- **What needs to be done**
Return a copy of each line in the listing that includes the word "change".

- **Records to process**
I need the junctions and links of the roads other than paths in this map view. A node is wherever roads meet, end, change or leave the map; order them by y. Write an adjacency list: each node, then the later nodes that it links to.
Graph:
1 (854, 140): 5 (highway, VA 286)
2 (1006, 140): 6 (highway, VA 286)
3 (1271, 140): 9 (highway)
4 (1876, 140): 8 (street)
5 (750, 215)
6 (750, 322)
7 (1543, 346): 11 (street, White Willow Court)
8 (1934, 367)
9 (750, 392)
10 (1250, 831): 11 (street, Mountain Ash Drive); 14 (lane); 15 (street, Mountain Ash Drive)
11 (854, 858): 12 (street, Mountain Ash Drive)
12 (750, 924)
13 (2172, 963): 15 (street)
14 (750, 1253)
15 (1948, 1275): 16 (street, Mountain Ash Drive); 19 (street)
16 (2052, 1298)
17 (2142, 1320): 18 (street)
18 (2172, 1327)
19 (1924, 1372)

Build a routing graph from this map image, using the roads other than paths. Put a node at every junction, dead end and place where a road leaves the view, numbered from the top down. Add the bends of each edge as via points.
...
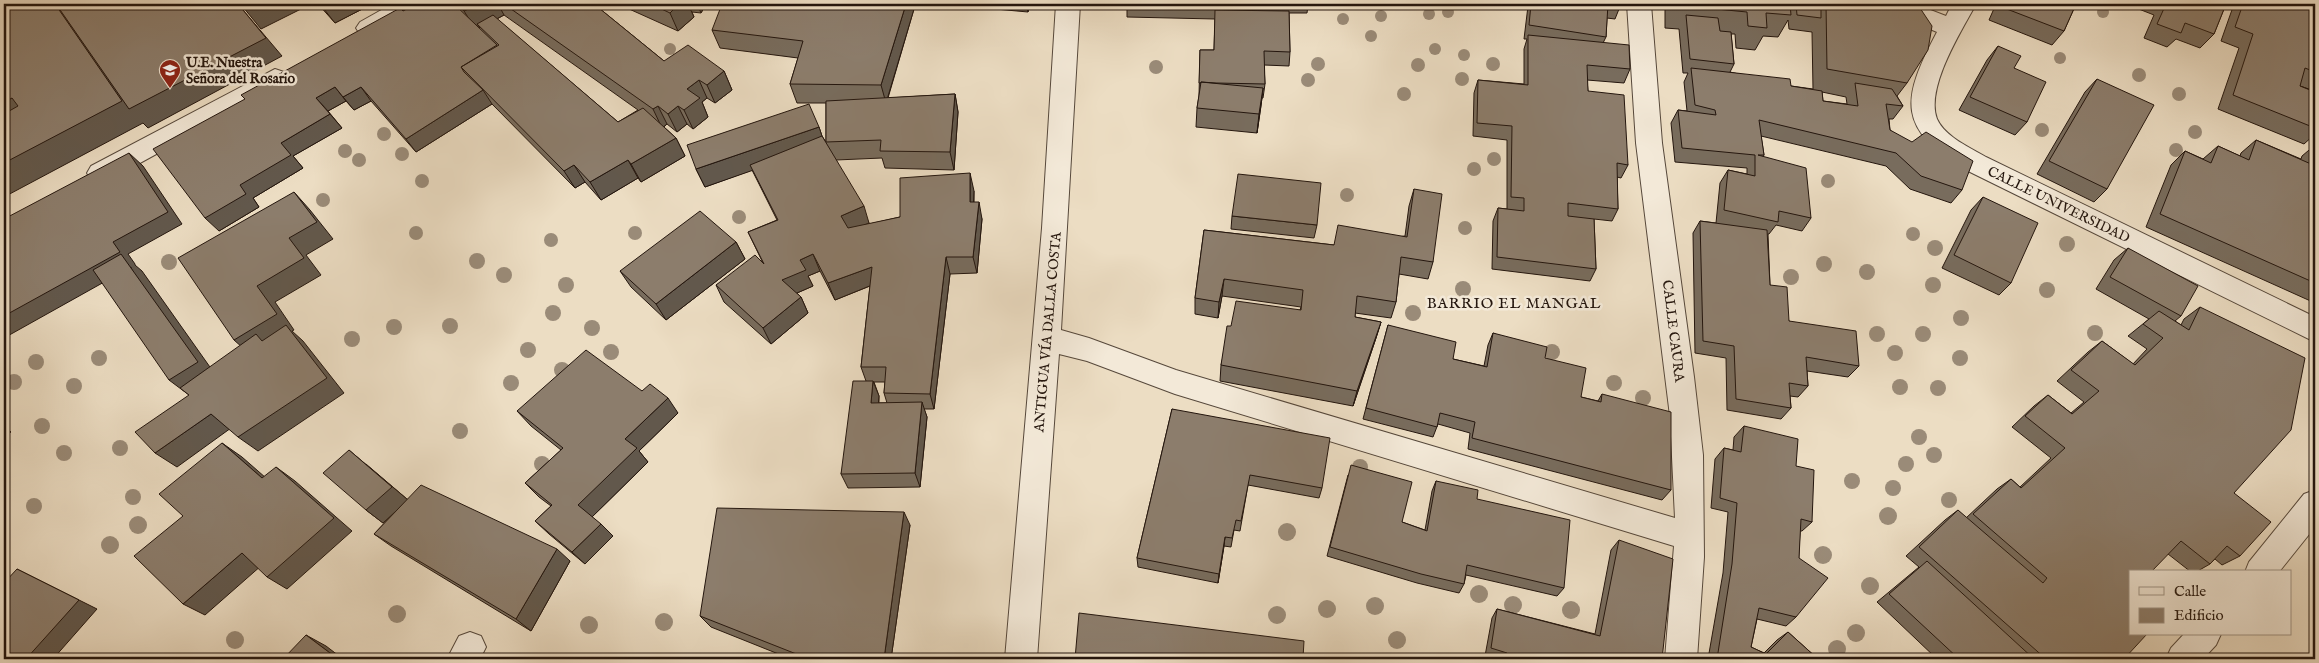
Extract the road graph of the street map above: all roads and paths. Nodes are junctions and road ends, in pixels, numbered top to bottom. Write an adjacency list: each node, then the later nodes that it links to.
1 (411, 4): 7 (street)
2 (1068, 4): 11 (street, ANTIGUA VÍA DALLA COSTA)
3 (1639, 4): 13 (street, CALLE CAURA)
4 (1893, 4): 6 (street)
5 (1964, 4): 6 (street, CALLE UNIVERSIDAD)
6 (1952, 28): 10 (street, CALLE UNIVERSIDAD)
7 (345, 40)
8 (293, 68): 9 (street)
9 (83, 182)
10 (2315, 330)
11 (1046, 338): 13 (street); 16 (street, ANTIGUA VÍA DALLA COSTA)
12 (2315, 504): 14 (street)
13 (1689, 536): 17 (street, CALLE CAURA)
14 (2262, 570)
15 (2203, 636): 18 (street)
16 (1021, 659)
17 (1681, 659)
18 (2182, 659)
==
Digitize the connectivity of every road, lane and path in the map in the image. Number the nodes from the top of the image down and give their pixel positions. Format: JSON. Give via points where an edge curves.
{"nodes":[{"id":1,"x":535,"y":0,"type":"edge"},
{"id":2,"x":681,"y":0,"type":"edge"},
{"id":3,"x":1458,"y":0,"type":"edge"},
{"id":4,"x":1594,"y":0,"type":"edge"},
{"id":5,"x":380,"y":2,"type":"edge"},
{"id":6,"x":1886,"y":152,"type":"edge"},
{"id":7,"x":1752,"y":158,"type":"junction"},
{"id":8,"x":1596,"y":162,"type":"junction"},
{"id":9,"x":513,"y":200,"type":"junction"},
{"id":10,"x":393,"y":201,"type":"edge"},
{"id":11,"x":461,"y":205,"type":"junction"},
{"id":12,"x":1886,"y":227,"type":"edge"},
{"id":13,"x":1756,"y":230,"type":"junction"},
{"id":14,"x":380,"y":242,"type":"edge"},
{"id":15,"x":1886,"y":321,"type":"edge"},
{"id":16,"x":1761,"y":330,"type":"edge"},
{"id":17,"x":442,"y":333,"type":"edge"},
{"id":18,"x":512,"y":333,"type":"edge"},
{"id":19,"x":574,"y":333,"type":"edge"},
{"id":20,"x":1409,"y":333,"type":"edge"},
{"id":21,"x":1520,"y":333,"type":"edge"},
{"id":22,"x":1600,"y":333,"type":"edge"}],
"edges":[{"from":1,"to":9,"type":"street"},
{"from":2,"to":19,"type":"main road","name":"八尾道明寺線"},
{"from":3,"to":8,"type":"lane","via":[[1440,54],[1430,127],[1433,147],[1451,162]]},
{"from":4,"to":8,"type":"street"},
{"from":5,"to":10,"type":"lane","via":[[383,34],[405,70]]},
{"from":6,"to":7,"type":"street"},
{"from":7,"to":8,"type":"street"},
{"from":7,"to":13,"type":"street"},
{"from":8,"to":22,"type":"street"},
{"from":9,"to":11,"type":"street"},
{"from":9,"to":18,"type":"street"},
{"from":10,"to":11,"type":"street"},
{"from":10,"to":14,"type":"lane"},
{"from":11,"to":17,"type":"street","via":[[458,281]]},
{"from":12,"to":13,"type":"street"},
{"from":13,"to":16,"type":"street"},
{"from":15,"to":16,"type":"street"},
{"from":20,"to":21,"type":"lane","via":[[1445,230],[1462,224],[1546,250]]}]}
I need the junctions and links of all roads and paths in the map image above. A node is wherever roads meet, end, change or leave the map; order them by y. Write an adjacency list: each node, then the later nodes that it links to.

- **Finished task**
I need the junctions and links of the roads other than paths in this map view. A node is wherever roads meet, end, change or leave the map; order them by y. Write an adjacency list: each node, then the later nodes that it links to.
I need the junctions and links of all roads and paths in the map image above. A node is wherever roads meet, end, change or leave the map; order them by y. Write an adjacency list: each node, then the later nodes that it links to.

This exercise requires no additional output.